For the records that follow, give the number of lines in which the word "Oldbury" occurs, with nothing added.

Collected data:
§
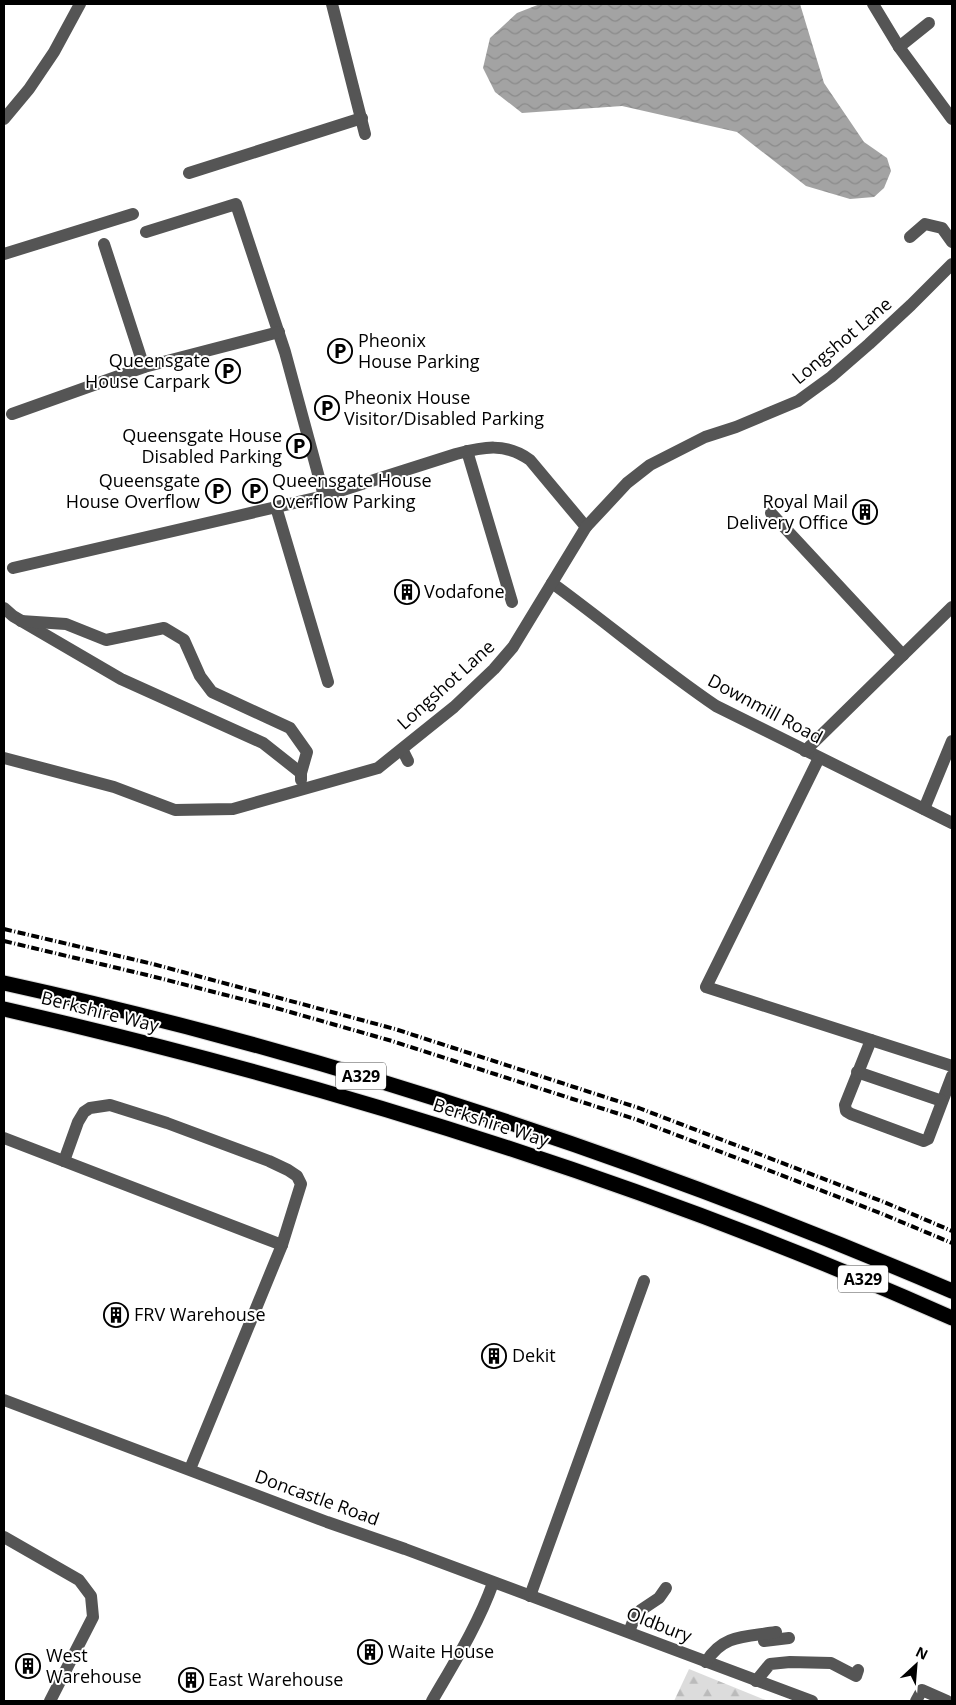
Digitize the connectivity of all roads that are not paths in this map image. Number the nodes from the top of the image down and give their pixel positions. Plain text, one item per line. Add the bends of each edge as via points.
1 (68, 4) edge
2 (80, 4) edge
3 (332, 4) edge
4 (873, 4) edge
5 (929, 24) dead end
6 (67, 26) junction
7 (899, 46) junction
8 (362, 118) junction
9 (4, 119) edge
10 (952, 119) edge
11 (366, 134) dead end
12 (189, 173) dead end
13 (133, 214) dead end
14 (146, 232) dead end
15 (910, 237) dead end
16 (952, 242) edge
17 (104, 244) dead end
18 (4, 254) edge
19 (952, 264) edge
20 (279, 332) junction
21 (144, 367) junction
22 (12, 414) dead end
23 (466, 451) junction
24 (324, 496) junction
25 (276, 507) junction
26 (771, 513) dead end
27 (586, 527) junction
28 (13, 568) dead end
29 (552, 583) junction
30 (512, 602) dead end
31 (4, 608) edge
32 (952, 608) edge
33 (21, 621) junction
34 (903, 656) junction
35 (328, 682) dead end
36 (952, 741) edge
37 (402, 749) junction
38 (805, 751) junction
39 (4, 758) edge
40 (819, 758) junction
41 (408, 761) dead end
42 (300, 773) junction
43 (302, 790) junction
44 (924, 809) junction
45 (952, 823) edge
46 (4, 983) edge
47 (4, 1009) edge
48 (871, 1040) junction
49 (952, 1066) edge
50 (858, 1072) junction
51 (952, 1076) edge
52 (942, 1101) junction
53 (4, 1138) edge
54 (64, 1161) junction
55 (282, 1245) junction
56 (644, 1281) dead end
57 (952, 1291) edge
58 (952, 1318) edge
59 (4, 1400) edge
60 (190, 1469) junction
61 (4, 1537) edge
62 (494, 1583) junction
63 (666, 1588) dead end
64 (530, 1596) junction
65 (629, 1632) junction
66 (776, 1632) dead end
67 (789, 1638) dead end
68 (713, 1650) junction
69 (706, 1662) junction
70 (858, 1670) dead end
71 (756, 1680) junction
72 (50, 1701) edge
73 (432, 1701) edge
74 (812, 1701) edge
75 (916, 1701) edge
76 (947, 1701) edge

1 - 6 street
2 - 6 street
3 - 8 street
4 - 7 street
5 - 7 street
6 - 9 street via 29,89
7 - 10 street
8 - 11 street
8 - 12 street
13 - 18 street
14 - 20 street via 236,204
15 - 16 street via 925,224 942,228
17 - 21 street
19 - 27 street, Longshot Lane via 869,344 798,401 704,437 650,465 627,483
20 - 21 street
20 - 24 street
21 - 22 street
23 - 24 street
23 - 27 street via 492,447 519,452 530,460
23 - 30 street
24 - 25 street
25 - 28 street
25 - 35 street
26 - 34 street
27 - 29 street, Longshot Lane
29 - 37 street, Longshot Lane via 513,646 494,669
29 - 38 street, Downmill Road via 716,706
31 - 33 street
32 - 34 street
33 - 42 street via 121,679 263,743
33 - 42 street via 66,624 106,640 164,628 184,640 200,676 212,692 290,728 307,752
34 - 38 street
36 - 44 street
37 - 41 street
37 - 43 street, Longshot Lane via 378,768
38 - 40 street, Downmill Road
39 - 43 street, Longshot Lane via 114,786 175,810 233,809
40 - 44 street, Downmill Road
40 - 48 street via 706,987
42 - 43 street
44 - 45 street, Downmill Road
46 - 57 highway, Berkshire Way / A329 via 161,1020 440,1099 648,1170
47 - 58 highway, Berkshire Way / A329 via 190,1053 528,1154 842,1270
48 - 49 street
48 - 50 street
50 - 52 street
50 - 52 street via 844,1105 846,1111 920,1140 928,1139
51 - 52 street
53 - 54 street
54 - 55 street
54 - 55 street via 84,1112 95,1106 110,1105 269,1161 297,1176 301,1184
55 - 60 street
56 - 64 street
59 - 60 street, Doncastle Road
60 - 62 street, Doncastle Road
61 - 72 street via 79,1580 91,1596 93,1617
62 - 64 street, Oldbury
62 - 73 street via 476,1625
63 - 65 street via 659,1598 635,1616
64 - 65 street, Oldbury
65 - 69 street, Oldbury
66 - 68 street via 726,1641
67 - 68 street
68 - 69 street
69 - 71 street, Oldbury
70 - 71 street via 856,1676 831,1664 790,1662 770,1664
71 - 74 street, Oldbury
75 - 76 street via 922,1690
§
- [RESPONSE TO THIS EXERCISE]:
5